The Lyon 25 is on the campus of the Palais des congrès de Lyon, a convention center designed by Renzo Piano in 1989, and inaugurated in 1996. The stairs are on the south side of the structure, facing the Parc de la Tête d'or, and lead to the ground floor of the building. It is 6.7 m in length and 4.5 m in height.

In 2017, tactile paving was added to the upper landing, which was decried by skateboarders as an anti-skate device. In 2025, the staircase was surrounded by barriers and made inaccessible to visitors.

== Attempts ==
In 2002, Swedish skateboarder Ali Boulala chose the staircase as a location for his video Sorry, produced for Flip Skateboards.

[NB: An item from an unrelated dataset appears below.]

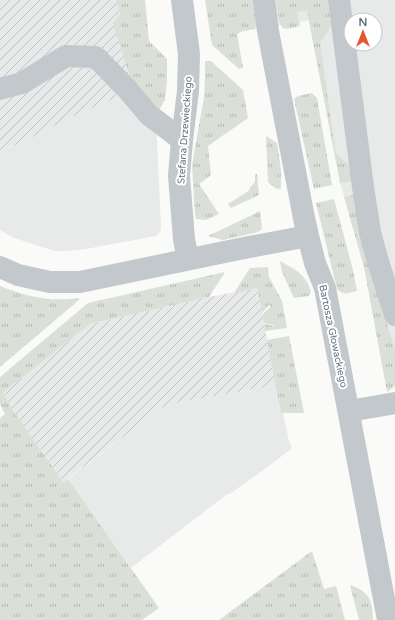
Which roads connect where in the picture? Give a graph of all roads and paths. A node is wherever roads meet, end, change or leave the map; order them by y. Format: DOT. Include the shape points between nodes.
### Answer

On his first attempt, he landed with such force that his skateboard snapped in half; on a later attempt, Boulala kicked his skateboard away from him while falling, landing on his feet. He was left unable to skateboard for two months.

In 2014, the staircase was again attempted by American skateboarder Aaron "Jaws" Homoki, who admired Sorry. Homoki tore his MCL on his first attempt, requiring hospitalization and leaving him unable to skateboard for six months. In 2015, Homoki returned to the staircase and successfully completed the jump, with Boulala in attendance, after five days of attempts. In response, American professional skateboarder Tony Hawk celebrated Homoki, texting him "Congrats. That is one of the greatest feats in skateboarding history."

The Lyon 25 has since been attempted by other skateboarders and stunt athletes. Failed and successful attempts have been made on a BMX bike, a skimboard, a kick scooter, and freerunning parkour, among others.

== Legacy ==
Since Boulala's Sorry and Homoki's success, the staircase has become famous among skateboarders. Sociologist Paul O'Connor described the staircase as a "pilgrimage spot" for skateboarders. For many, the site is sacred for Boulala's attempt, and his film's focus on bailing, injury, and ultimate failure is an exemplary example of "realness" in skateboarding.

The stairs' interest to skateboarders has also drawn interest from nudge theory: education researcher Alan Reid argues their design inherently inspires some individuals to perform stunts.